Personal information
- Born: November 23, 1971 (age 54) Chicago, Illinois, U.S.
- Listed height: 6 ft 8 in (2.03 m)
- Listed weight: 230 lb (104 kg)

Career information
- High school: Walther Lutheran (Melrose Park, Illinois)
- College: Southern Illinois (1989–1993)
- NBA draft: 1993: undrafted
- Playing career: 1993–2004
- Position: Power forward
- Number: 18, 50

Career history
- 1993: Kolejliler
- 1993–1994: Quad City Thunder
- 1994: Fort Wayne Fury
- 1994–1995: Ampelokipoi
- 1995–1996: Vancouver Grizzlies
- 1996–1997: Washington Bullets
- 1997–1998: Idaho Stampede
- 1998–1999: Ducato Siena
- 1999–2002: Maroussi
- 2003–2004: Ülkerspor
- 2004: Dakota Wizards
- 2004: Tenerife

Career highlights
- FIBA Saporta Cup champion (2001); 2× Greek League All-Star (1999, 2001); CBA champion (2004); MVC Player of the Year (1992); 3× First-team All-MVC (1991–1993); 2× MVC Defensive Player of the Year (1992, 1993); 3× MVC All-Defensive team (1991–1993); MVC Rookie of the Year (1990); MVC All-Freshman team (1990); MVC tournament MVP (1993);
- Stats at NBA.com
- Stats at Basketball Reference

= Ashraf Amaya =

American basketball player

Ashraf Omar Amaya (born November 23, 1971) is an American former professional basketball player.

==High school career==
Amaya attended Oak Park and River Forest High School for his freshman year, but he transferred to Walther Lutheran High School to finish his high school career. While at Walther, Amaya led the Broncos to a 3rd-place finish in the 1988 Illinois High School Association playoffs. Amaya's number 50 jersey is retired at Walther.

==College career==
Amaya played college basketball for the Southern Illinois University.

==Professional career==
After college, Amaya then would appear for the Vancouver Grizzlies in their inaugural season (1995–96) and Washington Bullets (1996–97) in the NBA, playing a total of 85 games in those two seasons.

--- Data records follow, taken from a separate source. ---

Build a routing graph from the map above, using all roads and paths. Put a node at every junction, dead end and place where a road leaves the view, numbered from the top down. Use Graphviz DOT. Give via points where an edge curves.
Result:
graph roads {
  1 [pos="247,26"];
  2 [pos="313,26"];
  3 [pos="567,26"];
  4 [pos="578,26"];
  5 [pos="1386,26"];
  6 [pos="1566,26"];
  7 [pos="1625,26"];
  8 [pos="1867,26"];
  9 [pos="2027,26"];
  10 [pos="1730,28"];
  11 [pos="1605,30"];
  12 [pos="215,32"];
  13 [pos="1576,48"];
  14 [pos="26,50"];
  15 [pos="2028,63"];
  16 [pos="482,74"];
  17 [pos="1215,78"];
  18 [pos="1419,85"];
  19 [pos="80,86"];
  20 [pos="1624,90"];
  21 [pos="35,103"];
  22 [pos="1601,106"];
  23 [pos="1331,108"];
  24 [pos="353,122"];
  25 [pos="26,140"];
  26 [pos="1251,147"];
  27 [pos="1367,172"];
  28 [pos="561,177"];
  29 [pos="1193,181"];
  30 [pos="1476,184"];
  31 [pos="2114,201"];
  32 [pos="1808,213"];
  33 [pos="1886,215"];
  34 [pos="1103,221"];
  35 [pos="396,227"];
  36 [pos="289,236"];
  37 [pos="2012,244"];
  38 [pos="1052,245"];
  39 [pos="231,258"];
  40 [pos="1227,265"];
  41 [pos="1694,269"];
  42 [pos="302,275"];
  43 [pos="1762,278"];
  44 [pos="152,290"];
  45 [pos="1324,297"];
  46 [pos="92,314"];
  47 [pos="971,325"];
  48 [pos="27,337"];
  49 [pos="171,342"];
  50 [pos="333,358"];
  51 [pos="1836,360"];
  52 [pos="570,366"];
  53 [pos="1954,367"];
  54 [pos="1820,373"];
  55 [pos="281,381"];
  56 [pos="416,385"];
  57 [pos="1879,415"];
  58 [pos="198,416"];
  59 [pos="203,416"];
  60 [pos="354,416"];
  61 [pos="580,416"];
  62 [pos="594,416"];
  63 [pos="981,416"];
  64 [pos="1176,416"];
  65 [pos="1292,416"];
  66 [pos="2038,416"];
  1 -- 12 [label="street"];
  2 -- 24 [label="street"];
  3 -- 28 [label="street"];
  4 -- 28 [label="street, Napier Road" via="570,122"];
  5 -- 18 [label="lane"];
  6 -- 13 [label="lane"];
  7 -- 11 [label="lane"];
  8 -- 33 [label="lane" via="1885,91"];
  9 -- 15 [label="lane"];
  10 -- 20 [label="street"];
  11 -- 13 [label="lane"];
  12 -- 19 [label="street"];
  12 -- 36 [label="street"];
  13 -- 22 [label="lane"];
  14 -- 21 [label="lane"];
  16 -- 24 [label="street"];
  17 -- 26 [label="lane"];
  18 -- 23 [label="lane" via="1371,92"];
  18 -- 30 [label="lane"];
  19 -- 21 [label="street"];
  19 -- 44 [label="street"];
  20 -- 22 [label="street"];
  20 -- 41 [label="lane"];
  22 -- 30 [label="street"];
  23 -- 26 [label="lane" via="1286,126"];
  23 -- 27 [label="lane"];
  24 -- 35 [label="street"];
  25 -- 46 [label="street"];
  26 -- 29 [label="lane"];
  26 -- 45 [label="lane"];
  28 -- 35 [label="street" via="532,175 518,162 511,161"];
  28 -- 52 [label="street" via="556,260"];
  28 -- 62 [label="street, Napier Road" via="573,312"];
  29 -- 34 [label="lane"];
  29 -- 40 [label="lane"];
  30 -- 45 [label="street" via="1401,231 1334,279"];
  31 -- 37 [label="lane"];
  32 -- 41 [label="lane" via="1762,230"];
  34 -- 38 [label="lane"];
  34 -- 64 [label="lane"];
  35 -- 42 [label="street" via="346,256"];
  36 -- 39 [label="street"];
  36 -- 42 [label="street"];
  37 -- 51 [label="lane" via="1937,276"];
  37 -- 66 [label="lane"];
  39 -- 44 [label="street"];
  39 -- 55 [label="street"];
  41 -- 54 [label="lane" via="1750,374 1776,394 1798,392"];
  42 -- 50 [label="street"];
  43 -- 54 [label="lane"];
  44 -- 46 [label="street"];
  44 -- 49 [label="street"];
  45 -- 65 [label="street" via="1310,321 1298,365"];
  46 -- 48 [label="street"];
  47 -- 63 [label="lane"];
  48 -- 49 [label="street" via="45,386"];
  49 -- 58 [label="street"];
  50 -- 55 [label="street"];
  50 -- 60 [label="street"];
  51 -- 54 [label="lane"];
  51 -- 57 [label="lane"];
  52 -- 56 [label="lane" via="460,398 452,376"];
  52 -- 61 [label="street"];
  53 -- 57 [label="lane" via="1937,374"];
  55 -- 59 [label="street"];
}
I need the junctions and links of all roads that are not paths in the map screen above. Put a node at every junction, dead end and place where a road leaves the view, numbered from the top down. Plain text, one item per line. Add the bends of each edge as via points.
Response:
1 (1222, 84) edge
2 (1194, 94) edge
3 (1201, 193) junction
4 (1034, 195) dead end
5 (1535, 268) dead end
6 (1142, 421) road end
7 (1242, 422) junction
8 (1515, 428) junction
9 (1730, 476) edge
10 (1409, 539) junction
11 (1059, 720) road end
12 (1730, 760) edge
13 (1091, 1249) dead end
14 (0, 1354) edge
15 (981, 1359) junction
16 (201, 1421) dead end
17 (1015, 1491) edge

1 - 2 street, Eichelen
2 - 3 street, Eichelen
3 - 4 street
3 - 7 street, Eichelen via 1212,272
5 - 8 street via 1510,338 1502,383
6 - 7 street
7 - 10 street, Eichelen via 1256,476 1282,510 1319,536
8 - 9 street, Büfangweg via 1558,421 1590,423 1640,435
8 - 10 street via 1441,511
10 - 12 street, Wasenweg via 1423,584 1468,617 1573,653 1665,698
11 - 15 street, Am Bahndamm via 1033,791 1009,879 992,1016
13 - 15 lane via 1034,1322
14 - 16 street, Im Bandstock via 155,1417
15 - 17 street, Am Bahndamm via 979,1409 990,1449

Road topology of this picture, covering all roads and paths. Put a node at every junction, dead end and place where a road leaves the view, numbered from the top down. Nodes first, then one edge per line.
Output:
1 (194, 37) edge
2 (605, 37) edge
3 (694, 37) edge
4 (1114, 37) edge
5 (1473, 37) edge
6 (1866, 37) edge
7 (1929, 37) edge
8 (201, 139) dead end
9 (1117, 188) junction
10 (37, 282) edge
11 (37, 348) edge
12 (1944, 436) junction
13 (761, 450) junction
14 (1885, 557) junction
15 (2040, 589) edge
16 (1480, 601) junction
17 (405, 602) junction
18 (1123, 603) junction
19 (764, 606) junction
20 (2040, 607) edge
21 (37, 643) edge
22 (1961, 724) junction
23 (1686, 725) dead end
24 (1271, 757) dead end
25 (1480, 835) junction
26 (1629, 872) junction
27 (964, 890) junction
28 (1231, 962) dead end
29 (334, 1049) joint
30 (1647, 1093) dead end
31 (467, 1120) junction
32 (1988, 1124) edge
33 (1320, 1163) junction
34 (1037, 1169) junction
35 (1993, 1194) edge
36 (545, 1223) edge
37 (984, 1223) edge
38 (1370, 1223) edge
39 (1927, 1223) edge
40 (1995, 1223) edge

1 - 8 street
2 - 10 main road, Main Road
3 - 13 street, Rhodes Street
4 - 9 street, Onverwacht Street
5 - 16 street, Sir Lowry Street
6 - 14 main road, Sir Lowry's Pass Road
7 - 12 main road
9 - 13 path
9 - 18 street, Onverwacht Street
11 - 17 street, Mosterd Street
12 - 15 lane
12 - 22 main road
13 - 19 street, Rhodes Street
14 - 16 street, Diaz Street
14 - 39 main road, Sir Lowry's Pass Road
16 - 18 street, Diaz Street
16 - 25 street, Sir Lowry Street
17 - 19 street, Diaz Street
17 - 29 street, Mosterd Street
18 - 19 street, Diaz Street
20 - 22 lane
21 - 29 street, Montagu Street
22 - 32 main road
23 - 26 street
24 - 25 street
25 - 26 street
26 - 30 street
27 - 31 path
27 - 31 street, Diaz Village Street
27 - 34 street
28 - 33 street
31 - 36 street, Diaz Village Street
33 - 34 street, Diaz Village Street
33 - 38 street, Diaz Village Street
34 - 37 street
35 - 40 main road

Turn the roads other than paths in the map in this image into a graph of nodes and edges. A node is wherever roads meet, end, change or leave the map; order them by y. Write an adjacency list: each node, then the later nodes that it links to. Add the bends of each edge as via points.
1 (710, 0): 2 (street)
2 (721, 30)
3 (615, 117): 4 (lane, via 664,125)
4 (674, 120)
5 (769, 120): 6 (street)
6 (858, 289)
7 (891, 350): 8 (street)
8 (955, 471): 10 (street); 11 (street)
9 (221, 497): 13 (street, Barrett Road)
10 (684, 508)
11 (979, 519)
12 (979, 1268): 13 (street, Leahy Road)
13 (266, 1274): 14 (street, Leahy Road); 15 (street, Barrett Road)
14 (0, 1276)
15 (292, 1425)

Amaya last played professionally for the Apollon Patras club in Greece, in the Greek Basket League in 2004. He also played for the Dakota Wizards of the NBDL, Alpella Istanbul in Turkey (Turkish League), the Idaho Stampede in the CBA, and Maroussi Athens in Greece, with whom he won the FIBA Saporta Cup in the 2000–01 season.

==National team career==
Amaya also played for the senior US national team at the 1998 FIBA World Championship, winning the bronze medal.